Marin Master Gardeners
University of California
Marin Master Gardeners

How to Pick the Right Plant for the Right Place in Your Garden

Come find out at the Marin County Fair, June 30 to July 4

Know your San Francisco Bay regional climate zone

Fruit trees and many colorful perennials appreciate hot summers and cold winters
Fruit trees and many colorful perennials appreciate hot summers and cold winters
Our Bay Region microclimates are affected by topography and proximity to the coast and the bay. The coastal hills can affect summer heat and winter cold, moderating temperature extremes in those communities located west of the coastal range. Communities farther inland to the east, away from the coast and the bay, experience hotter summers and colder winters.

Plants that do well in coastal regions may suffer if planted in areas with winter frost or summer heat - even though these regions can be just a few miles from each other.
The Sunset Western Garden Book, one of the most widely used references for plants grown in western North America, assigns regional zones to bay communities. Knowing your Sunset climate zone can help you pick the right plants for your garden. Most San Francisco Bay Regional zones are 7, 9, 14, 15, 16, and 17. In general, zones 15, 16 and 17 are considered coastal communities.

To find your zone, click on the following: http://www.sunset.com/garden/climate-zones/sunset-climate-zone-bay-area

How to increase the odds of success in your garden

Know your garden’s microclimates
Even within a small garden, climate can be affected by slope, structures, orientation and wind. A south-facing wall will radiate a lot of heat when the sun is out, whereas the area on the north side of your house will remain cooler and shaded for most of the year. Cold will “sink” to the bottom of a sloping hillside, creating cooler temperatures. Deciduous trees will allow winter sun to warm your soil, but they may shade out and affect the number of blooms on summer-flowering plants. Windy conditions may affect growth and increase water loss.

An attractive mixed border thrives in this Bodega Bay garden, where summers stay cool and winter frost is rare
An attractive mixed border thrives in this Bodega Bay garden, where summers stay cool and winter frost is rare

Know how much sun you receive during the growing season
In general, plants that require “full sun” need at least six hours of sun during late spring and summer in order to thrive.
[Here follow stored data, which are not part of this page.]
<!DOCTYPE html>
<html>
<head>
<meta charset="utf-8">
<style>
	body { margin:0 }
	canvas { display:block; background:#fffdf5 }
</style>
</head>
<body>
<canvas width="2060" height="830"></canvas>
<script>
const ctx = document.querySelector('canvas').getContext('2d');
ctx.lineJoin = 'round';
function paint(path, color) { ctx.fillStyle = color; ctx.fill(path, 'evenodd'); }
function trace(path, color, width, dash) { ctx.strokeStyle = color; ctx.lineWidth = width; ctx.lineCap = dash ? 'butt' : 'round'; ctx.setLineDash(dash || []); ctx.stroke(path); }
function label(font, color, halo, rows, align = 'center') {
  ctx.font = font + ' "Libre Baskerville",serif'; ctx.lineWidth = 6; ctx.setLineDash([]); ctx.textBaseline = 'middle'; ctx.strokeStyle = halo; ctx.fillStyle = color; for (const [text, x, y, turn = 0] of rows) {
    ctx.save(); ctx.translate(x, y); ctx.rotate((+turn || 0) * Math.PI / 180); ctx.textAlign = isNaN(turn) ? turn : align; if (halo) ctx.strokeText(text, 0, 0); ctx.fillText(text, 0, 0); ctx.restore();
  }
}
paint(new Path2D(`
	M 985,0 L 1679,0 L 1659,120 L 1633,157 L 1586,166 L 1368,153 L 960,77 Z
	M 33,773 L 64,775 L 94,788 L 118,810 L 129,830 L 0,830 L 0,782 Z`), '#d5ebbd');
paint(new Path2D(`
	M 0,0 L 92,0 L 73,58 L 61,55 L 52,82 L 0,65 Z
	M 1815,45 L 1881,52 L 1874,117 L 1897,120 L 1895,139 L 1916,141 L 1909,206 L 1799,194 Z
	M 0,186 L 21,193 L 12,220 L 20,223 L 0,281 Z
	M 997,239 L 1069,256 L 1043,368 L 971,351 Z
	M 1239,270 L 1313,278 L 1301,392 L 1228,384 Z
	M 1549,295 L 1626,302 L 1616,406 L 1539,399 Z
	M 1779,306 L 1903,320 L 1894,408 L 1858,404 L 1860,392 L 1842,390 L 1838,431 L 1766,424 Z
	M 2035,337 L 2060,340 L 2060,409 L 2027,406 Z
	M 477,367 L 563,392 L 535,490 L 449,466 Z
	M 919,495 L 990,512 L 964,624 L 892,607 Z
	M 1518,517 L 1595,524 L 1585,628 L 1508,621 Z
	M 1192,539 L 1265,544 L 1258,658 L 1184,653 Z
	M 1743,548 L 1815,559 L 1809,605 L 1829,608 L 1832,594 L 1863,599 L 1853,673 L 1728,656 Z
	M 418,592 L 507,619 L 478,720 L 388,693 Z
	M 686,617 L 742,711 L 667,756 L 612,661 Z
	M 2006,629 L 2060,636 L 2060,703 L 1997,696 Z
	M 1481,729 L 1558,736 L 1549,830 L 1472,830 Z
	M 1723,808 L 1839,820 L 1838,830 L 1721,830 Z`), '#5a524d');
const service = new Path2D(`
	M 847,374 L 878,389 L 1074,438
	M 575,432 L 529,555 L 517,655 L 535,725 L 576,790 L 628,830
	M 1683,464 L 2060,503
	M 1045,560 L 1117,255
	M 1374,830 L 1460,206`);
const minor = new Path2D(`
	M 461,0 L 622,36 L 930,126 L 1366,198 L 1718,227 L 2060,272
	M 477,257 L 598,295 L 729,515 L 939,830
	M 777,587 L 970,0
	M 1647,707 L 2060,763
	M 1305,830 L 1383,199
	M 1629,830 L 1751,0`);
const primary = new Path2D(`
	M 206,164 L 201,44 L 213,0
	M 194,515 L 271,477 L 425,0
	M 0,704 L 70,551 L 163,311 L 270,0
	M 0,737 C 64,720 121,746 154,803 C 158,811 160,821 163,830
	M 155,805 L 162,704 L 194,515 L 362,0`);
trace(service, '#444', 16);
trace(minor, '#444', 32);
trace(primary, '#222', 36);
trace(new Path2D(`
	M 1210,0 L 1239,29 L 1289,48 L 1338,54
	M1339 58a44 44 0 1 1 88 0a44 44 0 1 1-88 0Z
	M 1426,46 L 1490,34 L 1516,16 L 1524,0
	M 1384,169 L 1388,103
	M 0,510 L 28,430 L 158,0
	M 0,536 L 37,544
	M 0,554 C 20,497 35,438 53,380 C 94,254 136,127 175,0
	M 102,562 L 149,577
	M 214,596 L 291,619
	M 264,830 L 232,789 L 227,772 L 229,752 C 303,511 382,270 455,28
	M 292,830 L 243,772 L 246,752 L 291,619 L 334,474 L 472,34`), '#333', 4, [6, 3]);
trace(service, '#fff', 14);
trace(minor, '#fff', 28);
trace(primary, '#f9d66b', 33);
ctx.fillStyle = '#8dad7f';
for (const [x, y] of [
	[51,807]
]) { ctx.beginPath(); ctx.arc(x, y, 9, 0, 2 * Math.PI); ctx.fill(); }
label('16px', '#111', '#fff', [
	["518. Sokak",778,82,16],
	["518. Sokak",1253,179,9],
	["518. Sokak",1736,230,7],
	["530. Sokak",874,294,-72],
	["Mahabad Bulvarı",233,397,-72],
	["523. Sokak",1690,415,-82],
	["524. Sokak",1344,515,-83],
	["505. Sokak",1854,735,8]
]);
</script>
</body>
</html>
If your garden does not receive that minimum amount of sunlight, then look for plants that tolerate “part sun” or “part shade.”

Know your soil type
Some plants grow well in just about any kind of soil, but most have a preference. Much of our native soil in the Bay Region is clay, composed of tiny, microscopic plate-like particles. Clay retains water for a long time, but drains very slowly. Plants that prefer good drainage should be planted on slopes or in soil that has been amended with compost to facilitate better drainage. Some plants like moist, rich soil – amended with lots of organic material to retain moisture like a sponge and offer a good supply of nutrients. Adding organic material to your soil can improve water retention in sandy soils, while increasing pore space for air and drainage in clay soils.

Know how much water you wish to spend
Plants that grow well in Mediterranean climates are accustomed to wet winters and dry summers. That does not mean that all plants can do well without supplemental water. In fact, many Mediterranean climate plants appreciate a few or several good soakings during the heat of summer and early fall. However, some plants can become drought tolerant so long as they are irrigated regularly and deeply during their first few years of growth. Overwatering can kill some plants. Many plants, if watered properly, require less water than you might think.

Look for plants that require less than “average” amounts of water – moderate, occasional, or infrequent amounts – to stay within your water budget. Water is a precious resource in California, so invest in plants that will not break your water bank.

Know which plants attract pollinators and other wildlife
When selecting plants for your garden, you have the opportunity to create a backyard ecosystem that attracts native insects, birds, and other animals. Try to select plants that offer a year-round food supply, such as pollen, nectar, seeds, and berries. Choose plants that offer nesting spaces and cover to protect against predators. And by adding a water feature, such as a recirculating fountain that also serves as a bathing spot, you will invite a host of birds and other wildlife attracted by the burbling sounds from your fountain. Your garden won’t just be a pretty picture; it will be a haven for wildlife and will enhance your viewing enjoyment.